§ **Aim of the task**: In the entries below, count every line containing "Post". Return the number and nothing else.
START Dataset records
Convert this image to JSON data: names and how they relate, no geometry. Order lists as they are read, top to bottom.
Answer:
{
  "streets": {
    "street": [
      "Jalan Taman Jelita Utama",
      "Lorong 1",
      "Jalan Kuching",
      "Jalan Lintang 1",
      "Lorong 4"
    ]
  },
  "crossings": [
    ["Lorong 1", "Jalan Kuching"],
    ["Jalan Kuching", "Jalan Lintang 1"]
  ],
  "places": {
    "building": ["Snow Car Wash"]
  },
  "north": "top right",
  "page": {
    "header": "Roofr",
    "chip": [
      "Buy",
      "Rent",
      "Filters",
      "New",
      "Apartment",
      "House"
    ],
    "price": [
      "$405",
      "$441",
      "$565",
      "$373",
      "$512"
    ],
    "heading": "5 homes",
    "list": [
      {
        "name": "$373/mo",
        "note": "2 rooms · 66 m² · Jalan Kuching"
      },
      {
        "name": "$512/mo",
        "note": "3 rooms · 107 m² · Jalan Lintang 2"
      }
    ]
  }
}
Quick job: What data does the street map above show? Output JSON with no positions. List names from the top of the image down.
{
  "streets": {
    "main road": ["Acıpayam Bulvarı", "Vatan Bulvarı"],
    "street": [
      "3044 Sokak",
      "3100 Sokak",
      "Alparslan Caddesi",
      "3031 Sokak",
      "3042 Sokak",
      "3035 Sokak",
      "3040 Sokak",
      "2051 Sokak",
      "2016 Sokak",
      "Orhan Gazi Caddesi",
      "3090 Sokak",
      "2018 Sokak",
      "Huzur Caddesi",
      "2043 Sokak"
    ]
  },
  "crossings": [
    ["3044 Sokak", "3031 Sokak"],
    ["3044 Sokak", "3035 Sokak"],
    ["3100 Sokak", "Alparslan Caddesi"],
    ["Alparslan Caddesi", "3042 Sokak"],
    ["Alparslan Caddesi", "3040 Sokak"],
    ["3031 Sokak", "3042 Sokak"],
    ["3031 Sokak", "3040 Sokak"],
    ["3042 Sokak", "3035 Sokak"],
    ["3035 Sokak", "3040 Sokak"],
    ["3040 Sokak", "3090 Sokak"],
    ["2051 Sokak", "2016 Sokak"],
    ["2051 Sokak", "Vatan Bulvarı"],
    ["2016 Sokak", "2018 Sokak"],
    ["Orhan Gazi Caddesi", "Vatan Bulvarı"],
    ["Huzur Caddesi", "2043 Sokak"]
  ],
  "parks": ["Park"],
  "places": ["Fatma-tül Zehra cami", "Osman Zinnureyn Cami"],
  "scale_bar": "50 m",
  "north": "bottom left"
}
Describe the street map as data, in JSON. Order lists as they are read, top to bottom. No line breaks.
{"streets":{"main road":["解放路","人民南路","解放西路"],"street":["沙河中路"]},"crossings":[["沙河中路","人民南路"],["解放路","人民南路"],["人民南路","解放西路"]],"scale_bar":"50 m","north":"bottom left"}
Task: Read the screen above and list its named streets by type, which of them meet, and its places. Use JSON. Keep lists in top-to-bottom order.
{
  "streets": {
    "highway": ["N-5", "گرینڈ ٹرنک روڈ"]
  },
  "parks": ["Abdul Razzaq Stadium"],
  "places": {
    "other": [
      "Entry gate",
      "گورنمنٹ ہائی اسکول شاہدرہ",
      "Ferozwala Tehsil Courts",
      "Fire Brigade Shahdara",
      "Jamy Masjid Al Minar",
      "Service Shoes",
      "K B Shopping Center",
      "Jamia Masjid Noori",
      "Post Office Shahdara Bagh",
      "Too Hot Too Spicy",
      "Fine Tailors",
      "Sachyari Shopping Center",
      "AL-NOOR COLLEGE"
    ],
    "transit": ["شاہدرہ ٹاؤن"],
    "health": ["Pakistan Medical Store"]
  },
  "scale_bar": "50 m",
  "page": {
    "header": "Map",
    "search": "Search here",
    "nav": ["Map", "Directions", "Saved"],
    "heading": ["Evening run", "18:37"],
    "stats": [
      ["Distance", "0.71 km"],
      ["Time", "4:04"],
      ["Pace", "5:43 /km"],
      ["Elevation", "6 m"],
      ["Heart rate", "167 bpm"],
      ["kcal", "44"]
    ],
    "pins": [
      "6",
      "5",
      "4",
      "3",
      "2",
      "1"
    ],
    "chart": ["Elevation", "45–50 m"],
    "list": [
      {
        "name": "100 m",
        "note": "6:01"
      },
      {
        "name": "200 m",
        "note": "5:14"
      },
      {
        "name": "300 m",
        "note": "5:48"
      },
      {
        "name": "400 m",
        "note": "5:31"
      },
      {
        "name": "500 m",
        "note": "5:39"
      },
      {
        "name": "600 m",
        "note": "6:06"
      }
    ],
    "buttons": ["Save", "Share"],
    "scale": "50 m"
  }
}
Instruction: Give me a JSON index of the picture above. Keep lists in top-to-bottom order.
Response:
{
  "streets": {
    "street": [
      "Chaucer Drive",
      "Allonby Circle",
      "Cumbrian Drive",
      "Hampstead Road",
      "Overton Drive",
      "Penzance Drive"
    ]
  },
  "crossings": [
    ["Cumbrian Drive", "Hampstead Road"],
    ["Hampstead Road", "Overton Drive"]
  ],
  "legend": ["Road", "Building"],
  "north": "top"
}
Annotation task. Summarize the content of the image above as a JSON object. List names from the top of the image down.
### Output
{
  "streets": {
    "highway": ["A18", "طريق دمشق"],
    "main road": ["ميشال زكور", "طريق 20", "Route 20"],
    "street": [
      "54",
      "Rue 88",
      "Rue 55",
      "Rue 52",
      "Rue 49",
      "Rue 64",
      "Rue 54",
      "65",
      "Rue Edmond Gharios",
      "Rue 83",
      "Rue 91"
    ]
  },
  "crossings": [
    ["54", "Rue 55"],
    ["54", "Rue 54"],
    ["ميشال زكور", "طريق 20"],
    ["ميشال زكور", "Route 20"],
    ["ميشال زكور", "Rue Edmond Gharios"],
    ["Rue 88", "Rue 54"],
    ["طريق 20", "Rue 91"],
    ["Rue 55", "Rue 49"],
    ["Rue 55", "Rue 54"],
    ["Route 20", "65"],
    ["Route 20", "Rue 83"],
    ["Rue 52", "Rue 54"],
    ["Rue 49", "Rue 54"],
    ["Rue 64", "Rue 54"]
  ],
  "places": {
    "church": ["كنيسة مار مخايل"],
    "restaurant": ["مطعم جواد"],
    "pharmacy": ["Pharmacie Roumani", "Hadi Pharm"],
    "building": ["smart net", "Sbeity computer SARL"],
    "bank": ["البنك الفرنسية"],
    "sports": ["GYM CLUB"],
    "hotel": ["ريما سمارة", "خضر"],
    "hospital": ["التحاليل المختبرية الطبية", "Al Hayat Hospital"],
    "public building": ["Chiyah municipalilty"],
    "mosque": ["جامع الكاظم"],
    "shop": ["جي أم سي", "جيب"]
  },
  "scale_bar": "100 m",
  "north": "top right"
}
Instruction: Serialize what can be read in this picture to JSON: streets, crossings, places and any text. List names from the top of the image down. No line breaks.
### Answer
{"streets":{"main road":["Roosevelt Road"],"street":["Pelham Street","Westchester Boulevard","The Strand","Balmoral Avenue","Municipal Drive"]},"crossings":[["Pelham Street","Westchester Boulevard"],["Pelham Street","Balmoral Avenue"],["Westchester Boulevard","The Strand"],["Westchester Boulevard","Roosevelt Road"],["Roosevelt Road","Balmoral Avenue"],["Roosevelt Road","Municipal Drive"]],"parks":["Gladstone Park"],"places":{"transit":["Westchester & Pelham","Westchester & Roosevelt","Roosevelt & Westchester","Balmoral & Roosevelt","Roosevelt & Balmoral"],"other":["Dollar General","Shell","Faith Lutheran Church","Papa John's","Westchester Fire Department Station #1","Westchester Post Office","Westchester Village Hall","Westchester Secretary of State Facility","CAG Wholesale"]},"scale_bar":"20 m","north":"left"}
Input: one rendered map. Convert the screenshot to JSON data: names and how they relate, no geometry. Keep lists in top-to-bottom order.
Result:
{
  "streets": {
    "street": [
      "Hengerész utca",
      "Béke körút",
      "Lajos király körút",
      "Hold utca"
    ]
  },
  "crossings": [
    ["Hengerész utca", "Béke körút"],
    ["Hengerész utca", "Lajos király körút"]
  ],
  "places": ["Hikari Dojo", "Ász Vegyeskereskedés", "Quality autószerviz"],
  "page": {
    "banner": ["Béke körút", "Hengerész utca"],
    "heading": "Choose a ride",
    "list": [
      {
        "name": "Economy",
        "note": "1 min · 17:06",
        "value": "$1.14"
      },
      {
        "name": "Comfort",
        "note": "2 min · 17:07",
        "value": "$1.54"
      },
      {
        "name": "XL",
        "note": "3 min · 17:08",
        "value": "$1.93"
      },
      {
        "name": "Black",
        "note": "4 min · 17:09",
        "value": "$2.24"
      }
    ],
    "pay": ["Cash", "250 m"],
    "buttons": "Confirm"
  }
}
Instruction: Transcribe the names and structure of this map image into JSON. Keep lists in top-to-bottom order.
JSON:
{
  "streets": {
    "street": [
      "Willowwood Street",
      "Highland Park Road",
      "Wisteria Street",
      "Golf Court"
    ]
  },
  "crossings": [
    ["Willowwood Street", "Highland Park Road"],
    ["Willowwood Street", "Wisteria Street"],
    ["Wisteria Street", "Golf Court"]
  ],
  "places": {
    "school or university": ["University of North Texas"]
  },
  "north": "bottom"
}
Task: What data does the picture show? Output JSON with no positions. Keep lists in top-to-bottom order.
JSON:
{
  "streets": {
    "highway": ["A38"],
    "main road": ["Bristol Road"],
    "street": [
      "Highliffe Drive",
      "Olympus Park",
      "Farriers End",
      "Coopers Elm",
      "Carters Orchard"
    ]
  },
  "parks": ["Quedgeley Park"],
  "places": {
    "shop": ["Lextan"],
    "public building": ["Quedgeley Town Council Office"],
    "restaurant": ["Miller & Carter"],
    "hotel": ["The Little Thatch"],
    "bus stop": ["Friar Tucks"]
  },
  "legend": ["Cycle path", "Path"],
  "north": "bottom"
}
END Dataset records
§ **Result of the exercise**: 2